An electronic contract entered into without the signatures of two witnesses – a requirement set forth in the Code of Civil Procedure (CPC) – has legal validity. Therefore, it may be enforced. This was the understanding of the justices of the 3rd Panel of the Superior Court of Justice (STJ) when judging a case involving the enforcement of a debt arising from a loan executed in an electronic contract with only the digital signature of the parties.
According to a report published by the newspaper Valor Econômico, it is one of the first known rulings to recognize the possibility of a private instrument being enforced directly without the signature of witnesses.
The decision was rendered in the judgment of an appeal (REsp No. 1495920) by the Federal Economists’ Foundation (Funcef), which filed an enforcement of an extrajudicial title in the amount of R$ 32.37 thousand, based on an electronic contract executed over the internet.
Read also:
STJ recognizes the validity of a digital contract for debt enforcement
The proceeding was dismissed by the court of first instance, without a ruling on the merits, on the grounds that the contract could not be considered an extrajudicial enforceable title because it did not have the signature of two witnesses – as required by Article 585 of the 1973 Code of Civil Procedure. The judgment of the Court of Justice of the Federal District (TJ-DF) upheld the decision. The foundation then appealed to the STJ.
For attorney Estefânia Ferreira de Souza de Viveiros, of Viveiros Advogados Associados, who represents Funcef, the decision signals that the STJ has begun to recognize the equivalence of digital contracts to physical ones for collection purposes, allowing enforcement, which is a faster means than a collection action. “The decision is important and innovative, as the state courts had been deciding to the contrary,” she says.
In the CPC/73, according to Article 585, extrajudicial enforceable titles include public deeds or other public documents signed by the debtor and private documents signed by the debtor and by two witnesses, among others.
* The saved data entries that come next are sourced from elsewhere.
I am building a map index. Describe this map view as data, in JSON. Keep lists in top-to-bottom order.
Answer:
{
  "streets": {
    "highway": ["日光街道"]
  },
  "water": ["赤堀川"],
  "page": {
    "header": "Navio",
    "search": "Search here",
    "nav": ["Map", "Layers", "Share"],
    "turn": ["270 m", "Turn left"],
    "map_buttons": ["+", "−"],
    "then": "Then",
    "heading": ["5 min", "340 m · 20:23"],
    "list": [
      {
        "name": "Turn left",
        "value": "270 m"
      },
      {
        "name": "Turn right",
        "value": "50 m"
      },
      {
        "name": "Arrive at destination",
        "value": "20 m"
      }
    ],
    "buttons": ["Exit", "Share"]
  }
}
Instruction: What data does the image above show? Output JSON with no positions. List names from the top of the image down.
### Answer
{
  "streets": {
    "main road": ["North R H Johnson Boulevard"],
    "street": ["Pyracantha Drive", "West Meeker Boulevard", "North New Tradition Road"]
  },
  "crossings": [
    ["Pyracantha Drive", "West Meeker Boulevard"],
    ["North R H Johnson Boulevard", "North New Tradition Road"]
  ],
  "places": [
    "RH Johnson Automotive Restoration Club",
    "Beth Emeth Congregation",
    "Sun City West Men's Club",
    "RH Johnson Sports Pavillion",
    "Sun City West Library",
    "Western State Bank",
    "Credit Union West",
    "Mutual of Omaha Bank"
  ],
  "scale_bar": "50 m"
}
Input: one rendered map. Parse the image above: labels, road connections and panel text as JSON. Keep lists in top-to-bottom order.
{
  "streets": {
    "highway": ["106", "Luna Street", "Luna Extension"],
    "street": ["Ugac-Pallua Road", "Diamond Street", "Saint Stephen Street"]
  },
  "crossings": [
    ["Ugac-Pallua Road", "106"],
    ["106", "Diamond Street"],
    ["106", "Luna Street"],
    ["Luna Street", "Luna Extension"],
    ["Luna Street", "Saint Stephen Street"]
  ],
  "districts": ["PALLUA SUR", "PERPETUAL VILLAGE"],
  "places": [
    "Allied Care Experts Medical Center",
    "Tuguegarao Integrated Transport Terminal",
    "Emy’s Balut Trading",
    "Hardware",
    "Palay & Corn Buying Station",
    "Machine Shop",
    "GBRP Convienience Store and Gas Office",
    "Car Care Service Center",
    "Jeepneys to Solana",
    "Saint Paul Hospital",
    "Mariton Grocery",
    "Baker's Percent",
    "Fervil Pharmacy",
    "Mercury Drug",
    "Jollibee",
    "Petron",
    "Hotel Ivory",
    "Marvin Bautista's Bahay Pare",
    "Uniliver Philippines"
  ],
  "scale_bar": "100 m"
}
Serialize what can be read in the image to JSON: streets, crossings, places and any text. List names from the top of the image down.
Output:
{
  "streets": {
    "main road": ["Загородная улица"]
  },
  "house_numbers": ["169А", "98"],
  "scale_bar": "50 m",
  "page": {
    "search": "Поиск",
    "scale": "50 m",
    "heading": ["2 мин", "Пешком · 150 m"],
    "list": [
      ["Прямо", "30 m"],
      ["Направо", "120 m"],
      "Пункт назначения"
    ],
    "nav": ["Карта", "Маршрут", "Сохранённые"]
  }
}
In the current code, of 2015, the analogous provision is Article 784, according to which extrajudicial enforceable titles include private documents signed by the debtor and by two witnesses.
Electronic contract does not indicate witnesses
In his vote, the rapporteur, Justice Paulo de Tarso Sanseverino, states that the electronic contract, as a result of its particularities, among which the fact that it is entered into remotely and electronically, does not bring the indication of witnesses, which, in his understanding, does not preclude its enforceability.
“The truth is that neither the Civil Code nor the Code of Civil Procedure proved to be fully permeable to the prevailing business reality and, especially, to the technological revolution that has been experienced regarding the modern means of executing transactions. They no longer use paper, but are embodied in bits,” says the justice in the decision.